> _Exercise goal_
Find every line in the entries that holds the string "Деревообделочников" and report it.

> _Source material_
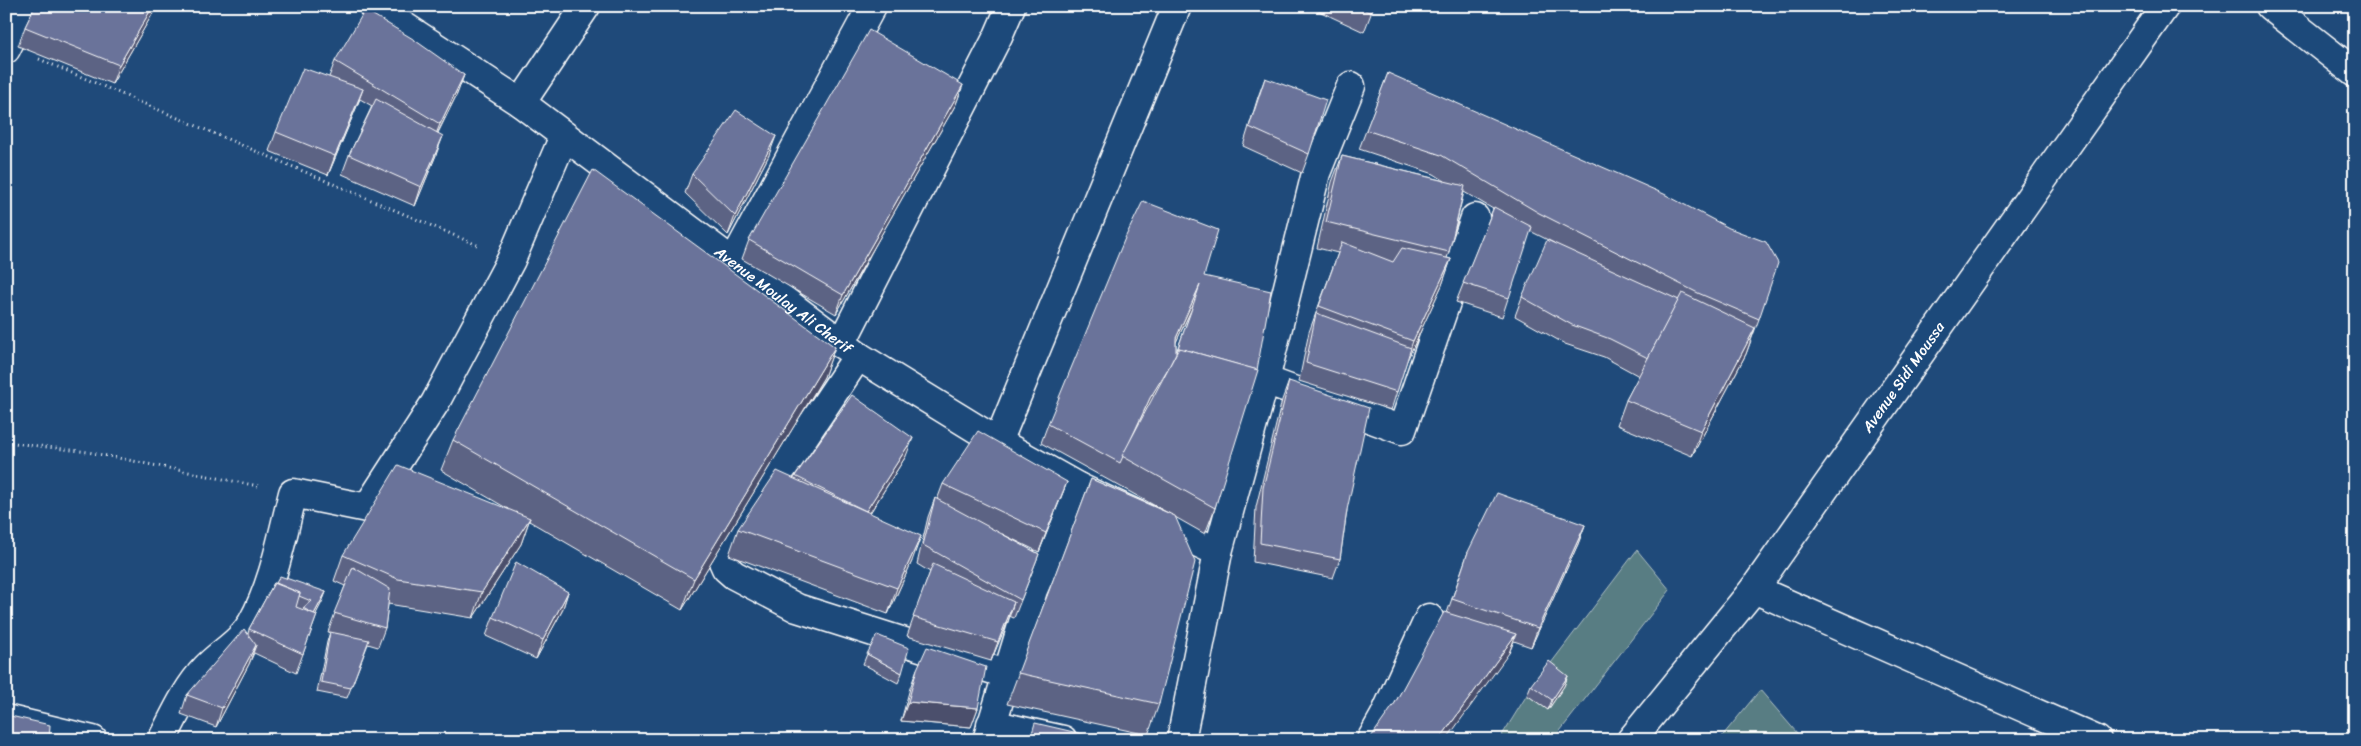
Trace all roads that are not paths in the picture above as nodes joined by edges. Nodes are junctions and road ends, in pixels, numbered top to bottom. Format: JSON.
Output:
{"nodes":[{"id":1,"x":27,"y":6,"type":"edge"},
{"id":2,"x":373,"y":6,"type":"edge"},
{"id":3,"x":586,"y":6,"type":"edge"},
{"id":4,"x":872,"y":6,"type":"edge"},
{"id":5,"x":1011,"y":6,"type":"edge"},
{"id":6,"x":1178,"y":6,"type":"edge"},
{"id":7,"x":2165,"y":6,"type":"edge"},
{"id":8,"x":2270,"y":6,"type":"edge"},
{"id":9,"x":7,"y":48,"type":"edge"},
{"id":10,"x":2351,"y":63,"type":"edge"},
{"id":11,"x":1352,"y":86,"type":"dead end"},
{"id":12,"x":520,"y":104,"type":"junction"},
{"id":13,"x":564,"y":136,"type":"junction"},
{"id":14,"x":1475,"y":218,"type":"dead end"},
{"id":15,"x":733,"y":263,"type":"junction"},
{"id":16,"x":849,"y":350,"type":"junction"},
{"id":17,"x":1264,"y":380,"type":"junction"},
{"id":18,"x":998,"y":442,"type":"junction"},
{"id":19,"x":1078,"y":487,"type":"junction"},
{"id":20,"x":1218,"y":552,"type":"junction"},
{"id":21,"x":1754,"y":589,"type":"junction"},
{"id":22,"x":1429,"y":618,"type":"dead end"},
{"id":23,"x":1006,"y":674,"type":"junction"},
{"id":24,"x":6,"y":719,"type":"edge"},
{"id":25,"x":989,"y":732,"type":"edge"},
{"id":26,"x":93,"y":740,"type":"edge"},
{"id":27,"x":162,"y":740,"type":"edge"},
{"id":28,"x":1063,"y":740,"type":"edge"},
{"id":29,"x":1182,"y":740,"type":"edge"},
{"id":30,"x":1371,"y":740,"type":"edge"},
{"id":31,"x":1631,"y":740,"type":"edge"},
{"id":32,"x":2097,"y":740,"type":"edge"}],
"edges":[{"from":1,"to":9,"type":"street"},
{"from":2,"to":12,"type":"street","name":"Avenue Moulay Ali Cherif"},
{"from":3,"to":12,"type":"street"},
{"from":4,"to":15,"type":"street"},
{"from":5,"to":16,"type":"street"},
{"from":6,"to":18,"type":"street"},
{"from":7,"to":21,"type":"street","name":"Avenue Sidi Moussa"},
{"from":8,"to":10,"type":"street"},
{"from":11,"to":17,"type":"street"},
{"from":12,"to":13,"type":"street","name":"Avenue Moulay Ali Cherif"},
{"from":13,"to":15,"type":"street","name":"Avenue Moulay Ali Cherif"},
{"from":13,"to":27,"type":"street"},
{"from":14,"to":17,"type":"street"},
{"from":15,"to":16,"type":"street","name":"Avenue Moulay Ali Cherif"},
{"from":16,"to":18,"type":"street","name":"Avenue Moulay Ali Cherif"},
{"from":16,"to":23,"type":"street"},
{"from":17,"to":20,"type":"street"},
{"from":18,"to":19,"type":"street","name":"Avenue Moulay Ali Cherif"},
{"from":19,"to":20,"type":"street","name":"Avenue Moulay Ali Cherif"},
{"from":19,"to":23,"type":"street"},
{"from":20,"to":29,"type":"street"},
{"from":21,"to":31,"type":"street","name":"Avenue Sidi Moussa"},
{"from":21,"to":32,"type":"street"},
{"from":22,"to":30,"type":"street"},
{"from":23,"to":25,"type":"street"},
{"from":24,"to":26,"type":"street"},
{"from":25,"to":28,"type":"street"}]}
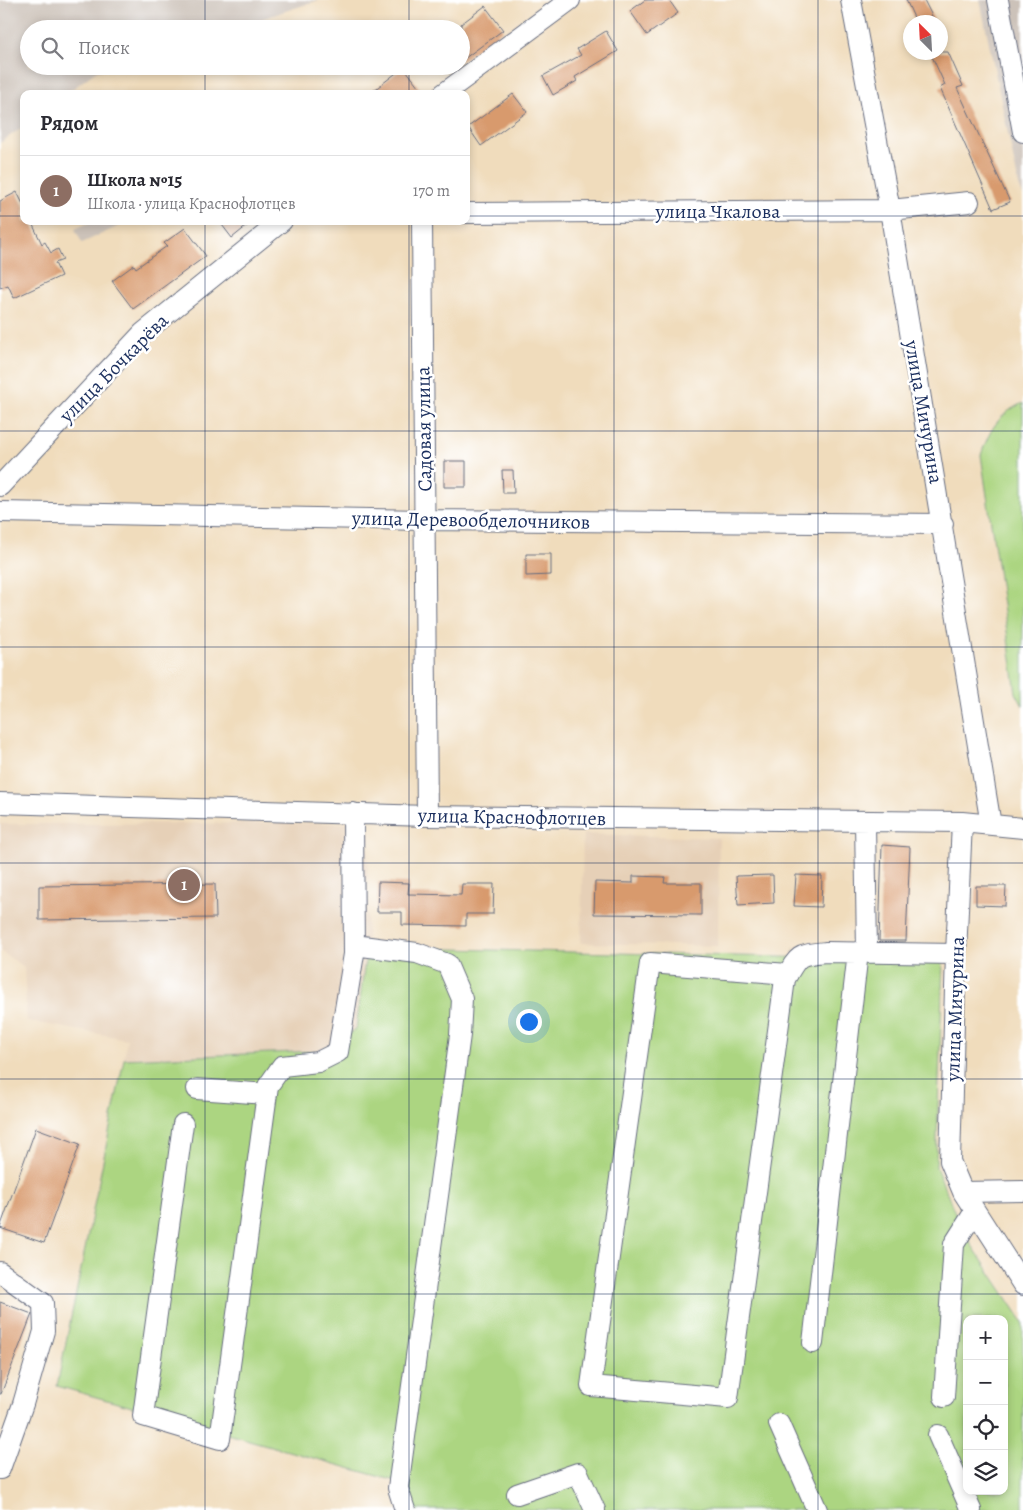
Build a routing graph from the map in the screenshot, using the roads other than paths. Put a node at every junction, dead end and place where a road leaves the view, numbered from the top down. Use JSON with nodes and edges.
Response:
{"nodes":[{"id":1,"x":570,"y":0,"type":"edge"},
{"id":2,"x":850,"y":0,"type":"edge"},
{"id":3,"x":998,"y":0,"type":"edge"},
{"id":4,"x":470,"y":74,"type":"edge"},
{"id":5,"x":469,"y":75,"type":"edge"},
{"id":6,"x":448,"y":90,"type":"edge"},
{"id":7,"x":1023,"y":132,"type":"edge"},
{"id":8,"x":969,"y":202,"type":"dead end"},
{"id":9,"x":890,"y":210,"type":"junction"},
{"id":10,"x":470,"y":213,"type":"edge"},
{"id":11,"x":277,"y":225,"type":"edge"},
{"id":12,"x":422,"y":225,"type":"edge"},
{"id":13,"x":0,"y":486,"type":"edge"},
{"id":14,"x":0,"y":512,"type":"edge"},
{"id":15,"x":424,"y":520,"type":"junction"},
{"id":16,"x":942,"y":524,"type":"junction"},
{"id":17,"x":0,"y":803,"type":"edge"},
{"id":18,"x":354,"y":813,"type":"junction"},
{"id":19,"x":427,"y":816,"type":"junction"},
{"id":20,"x":865,"y":821,"type":"junction"},
{"id":21,"x":962,"y":822,"type":"junction"},
{"id":22,"x":991,"y":825,"type":"junction"},
{"id":23,"x":1023,"y":828,"type":"edge"},
{"id":24,"x":354,"y":944,"type":"junction"},
{"id":25,"x":862,"y":952,"type":"junction"},
{"id":26,"x":956,"y":954,"type":"junction"},
{"id":27,"x":788,"y":974,"type":"junction"},
{"id":28,"x":197,"y":1089,"type":"dead end"},
{"id":29,"x":267,"y":1094,"type":"junction"},
{"id":30,"x":183,"y":1124,"type":"dead end"},
{"id":31,"x":1023,"y":1191,"type":"edge"},
{"id":32,"x":963,"y":1192,"type":"junction"},
{"id":33,"x":975,"y":1211,"type":"junction"},
{"id":34,"x":0,"y":1272,"type":"edge"},
{"id":35,"x":1023,"y":1285,"type":"edge"},
{"id":36,"x":814,"y":1343,"type":"dead end"},
{"id":37,"x":944,"y":1397,"type":"dead end"},
{"id":38,"x":779,"y":1424,"type":"dead end"},
{"id":39,"x":938,"y":1435,"type":"dead end"},
{"id":40,"x":0,"y":1469,"type":"edge"},
{"id":41,"x":517,"y":1494,"type":"dead end"},
{"id":42,"x":405,"y":1510,"type":"edge"},
{"id":43,"x":595,"y":1510,"type":"edge"},
{"id":44,"x":817,"y":1510,"type":"edge"},
{"id":45,"x":971,"y":1510,"type":"edge"}],
"edges":[{"from":1,"to":4,"type":"street"},
{"from":2,"to":9,"type":"street","name":"улица Мичурина"},
{"from":3,"to":7,"type":"street"},
{"from":5,"to":6,"type":"street"},
{"from":8,"to":9,"type":"street","name":"улица Чкалова"},
{"from":9,"to":10,"type":"street","name":"улица Чкалова"},
{"from":9,"to":16,"type":"street","name":"улица Мичурина"},
{"from":11,"to":13,"type":"street","name":"улица Бочкарёва"},
{"from":12,"to":15,"type":"street","name":"Садовая улица"},
{"from":14,"to":15,"type":"street","name":"улица Деревообделочников"},
{"from":15,"to":16,"type":"street","name":"улица Деревообделочников"},
{"from":15,"to":19,"type":"street","name":"Садовая улица"},
{"from":16,"to":22,"type":"street","name":"улица Мичурина"},
{"from":17,"to":18,"type":"street","name":"улица Краснофлотцев"},
{"from":18,"to":19,"type":"street","name":"улица Краснофлотцев"},
{"from":18,"to":24,"type":"street"},
{"from":19,"to":20,"type":"street","name":"улица Краснофлотцев"},
{"from":20,"to":21,"type":"street","name":"улица Краснофлотцев"},
{"from":20,"to":25,"type":"street"},
{"from":21,"to":22,"type":"street","name":"улица Краснофлотцев"},
{"from":21,"to":26,"type":"street","name":"улица Мичурина"},
{"from":22,"to":23,"type":"street","name":"улица Краснофлотцев"},
{"from":24,"to":29,"type":"street"},
{"from":24,"to":42,"type":"street"},
{"from":25,"to":26,"type":"street"},
{"from":25,"to":27,"type":"street"},
{"from":25,"to":36,"type":"street"},
{"from":26,"to":32,"type":"street","name":"улица Мичурина"},
{"from":27,"to":27,"type":"street"},
{"from":28,"to":29,"type":"street"},
{"from":29,"to":30,"type":"street"},
{"from":31,"to":32,"type":"street"},
{"from":32,"to":33,"type":"street","name":"улица Мичурина"},
{"from":33,"to":35,"type":"street","name":"улица Мичурина"},
{"from":33,"to":37,"type":"street"},
{"from":34,"to":40,"type":"street"},
{"from":38,"to":44,"type":"street"},
{"from":39,"to":45,"type":"street"},
{"from":41,"to":43,"type":"street"}]}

> _Solution below_
{"from":14,"to":15,"type":"street","name":"улица Деревообделочников"},
{"from":15,"to":16,"type":"street","name":"улица Деревообделочников"},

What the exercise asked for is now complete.